Why limit yourself to just stocks and bonds?

Go Anywhere…at any time!

The iQUANT.pro All Assets ETF Model (no inverse) rotates between 5 low-correlated asset classes every 3 months based on technical and macro indicators.  The Model touts zero correlation to the S&P 500 and should be considered a hedge against whipsaw markets. 

The Model was created as a “no inverse ETF” alternative to the original iQ All Assets ETF Model for investment professionals that are unable to utilize inverse ‘40 Act funds.

Process:

The Model utilizes the following repeatable rules-based process:

  1. Begin with a starting universe of the following:

    • Equities (3 super sectors* and three style boxes)

    • Currencies (US Dollar & Japanese Yen)

    • Commodities (Gold, broad Commodity Index)

    • Bonds (Domestic & Global, High Grade & High Yield)

  2. Sort the starting universe by 7-month price momentum and keep the top 10

  3. Sort the remaining ETFs by their correlation to Oil and keep the bottom 5

  4. Reconstitute every seasonal quarter (Feb, May, Aug, and Nov)

The benefits of an all-assets approach with ETFs

An all-assets approach to investing using ETFs (Exchange-Traded Funds) is a popular and cost-effective way to build a diversified portfolio across a range of asset classes. ETFs are investment funds that trade on an exchange, much like stocks, and offer exposure to a variety of underlying assets.

By investing in a combination of ETFs that track different asset classes, such as stocks, bonds, commodities, and real estate, an investor can create a diversified portfolio that aligns with their investment goals and risk tolerance. Here are some benefits of using ETFs for all-assets investing:

1. Low Cost: ETFs generally have lower management fees compared to mutual funds, making them a cost-effective way to gain exposure to a range of asset classes.

2. Liquidity: ETFs trade on exchanges throughout the day, allowing investors to buy and sell shares easily, providing liquidity that is not found in mutual funds.

3. Diversification: ETFs offer exposure to a variety of asset classes, which can help to spread risk and reduce the impact of any single asset on the overall portfolio.

4. Flexibility: ETFs can be used to implement various investment strategies, including tactical and strategic asset allocation.

5. Transparency: ETFs provide investors with transparency into their holdings and the underlying assets they track, allowing them to make informed investment decisions.

When building an all-assets portfolio using ETFs, it's important to consider factors such as asset allocation, diversification, risk management, and expenses.

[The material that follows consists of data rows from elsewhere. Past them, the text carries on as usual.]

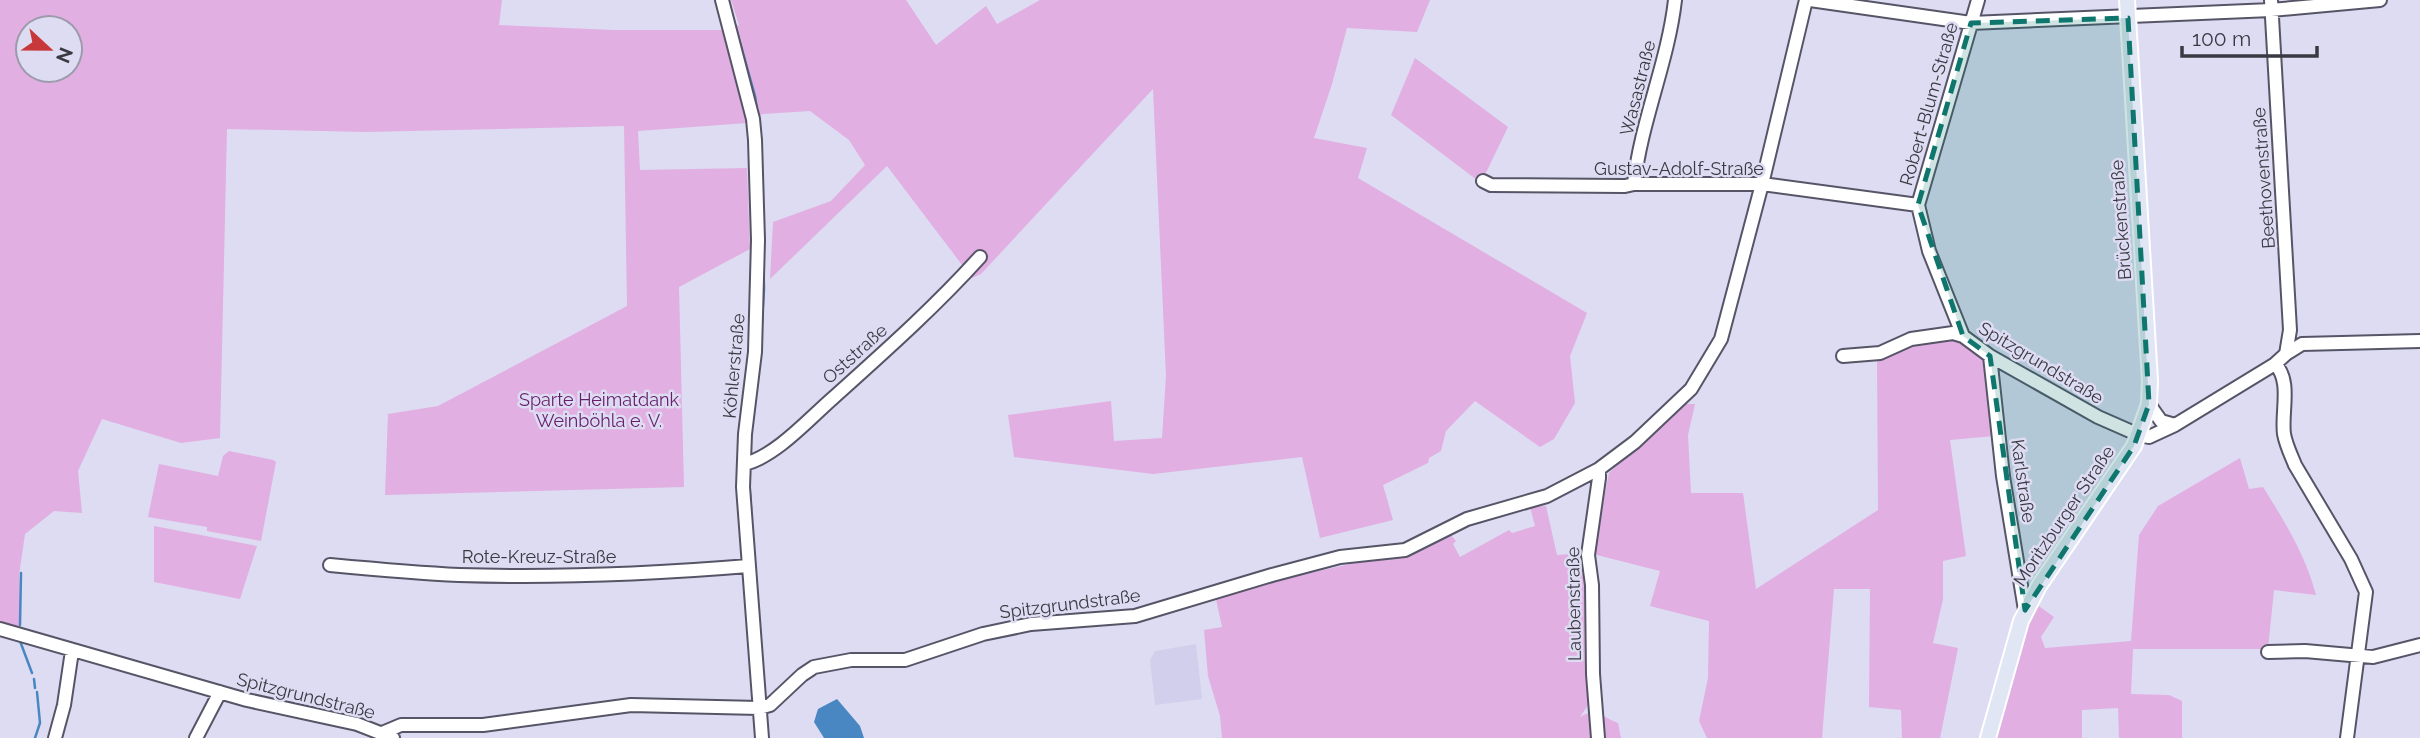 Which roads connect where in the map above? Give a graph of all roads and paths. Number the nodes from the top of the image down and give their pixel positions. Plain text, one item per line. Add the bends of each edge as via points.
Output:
1 (722, 0) edge
2 (1675, 0) edge
3 (1808, 0) edge
4 (1978, 0) edge
5 (2127, 0) edge
6 (2380, 0) edge
7 (2271, 5) edge
8 (2128, 18) junction
9 (1971, 23) junction
10 (1483, 181) dead end
11 (1634, 184) junction
12 (1762, 184) junction
13 (1918, 205) junction
14 (979, 257) dead end
15 (1963, 336) junction
16 (2420, 341) edge
17 (2286, 354) junction
18 (1843, 356) dead end
19 (1990, 356) junction
20 (2275, 364) junction
21 (2149, 404) junction
22 (2175, 425) junction
23 (2139, 435) junction
24 (744, 464) junction
25 (1599, 470) junction
26 (330, 565) dead end
27 (748, 566) junction
28 (2025, 610) junction
29 (0, 628) edge
30 (2420, 645) edge
31 (72, 651) junction
32 (2268, 652) dead end
33 (2356, 656) junction
34 (220, 692) junction
35 (760, 708) junction
36 (388, 736) edge
37 (55, 738) edge
38 (196, 738) edge
39 (762, 738) edge
40 (1598, 738) edge
41 (1988, 738) edge
42 (2347, 738) edge

1 - 24 street, Köhlerstraße via 755,140 755,352
2 - 11 street, Wasastraße
3 - 9 street
3 - 12 street, Spitzgrundstraße
4 - 9 street, Robert-Blum-Straße
5 - 8 main road, Brückenstraße
6 - 7 street
7 - 8 street
7 - 17 street, Beethovenstraße via 2290,330
8 - 9 street
8 - 21 main road, Brückenstraße
9 - 13 street, Robert-Blum-Straße
10 - 11 street, Gustav-Adolf-Straße via 1505,186
11 - 12 street, Gustav-Adolf-Straße
12 - 13 street, Gustav-Adolf-Straße
12 - 25 street, Spitzgrundstraße via 1721,339 1691,389
13 - 15 street, Robert-Blum-Straße via 1929,251
14 - 24 street, Oststraße via 803,425 757,461
15 - 18 street, Spitzgrundstraße via 1925,336 1880,353
15 - 19 street, Spitzgrundstraße
16 - 17 street via 2317,342 2302,344
17 - 20 street
19 - 23 street, Spitzgrundstraße
19 - 28 street, Karlstraße via 2003,476
20 - 22 street
20 - 33 street via 2284,384 2284,433 2295,465 2366,592
21 - 22 street via 2161,421
21 - 23 main road, Brückenstraße
22 - 23 street via 2153,436
23 - 28 main road, Moritzburger Straße
24 - 27 street, Köhlerstraße
25 - 35 street, Spitzgrundstraße via 1547,496 1467,519 1405,550 1339,557 1135,616 1031,624 983,634 905,660 851,660 814,667 770,705
25 - 40 street, Laubenstraße via 1588,555
26 - 27 street, Rote-Kreuz-Straße via 458,575 550,576
27 - 35 street, Köhlerstraße
28 - 41 main road, Moritzburger Straße
29 - 31 street, Spitzgrundstraße
30 - 33 street via 2374,657
31 - 34 street, Spitzgrundstraße
31 - 37 street
32 - 33 street
33 - 42 street
34 - 36 street, Spitzgrundstraße via 357,724
34 - 38 street
35 - 36 street, Spitzgrundstraße via 631,705 483,725 401,725
35 - 39 street, Köhlerstraße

Please be aware that all asset hedge strategies involve significant risks and may not be suitable for all investors. These strategies aim to mitigate risk and protect against potential losses, but they do not guarantee profits or prevent market fluctuations. The performance of asset hedge strategies can vary based on market conditions and economic factors. Investors should carefully consider their risk tolerance and financial objectives before adopting any asset hedge strategy.

*Super sectors are an idea introduced by Morningstar that represents the grouping of individual sectors by historical betas.  The three super sectors are Defensive, Sensitive, and Cyclical. The Defensive Super Sector includes industries that are relatively immune to economic cycles. These industries provide services that consumers require in both good and bad times, such as health care, consumer staples and utilities. In general, the stocks in these industries have betas of less than 1.  The Sensitive Super Sector includes industries that ebb and flow with the overall economy, but not severely so. Sensitive industries fall between the defensive and cyclical industries as they are not immune to a poor economy, but they also may not be as severely impacted by a poor economy as industries in the Cyclical Super Sector. In general, the stocks in these industries have betas that are close to 1 and include the Telecommunications, Energy, Industrial and Technology sectors.  The Cyclical Super Sector includes industries significantly impacted by economic shifts. When the economy is prosperous these industries tend to expand, and when the economy is in a downturn these industries tend to shrink. In general, the stocks in these industries have betas of greater than 1 and include the Basic Materials, Financial Services, and Consumer Services sectors.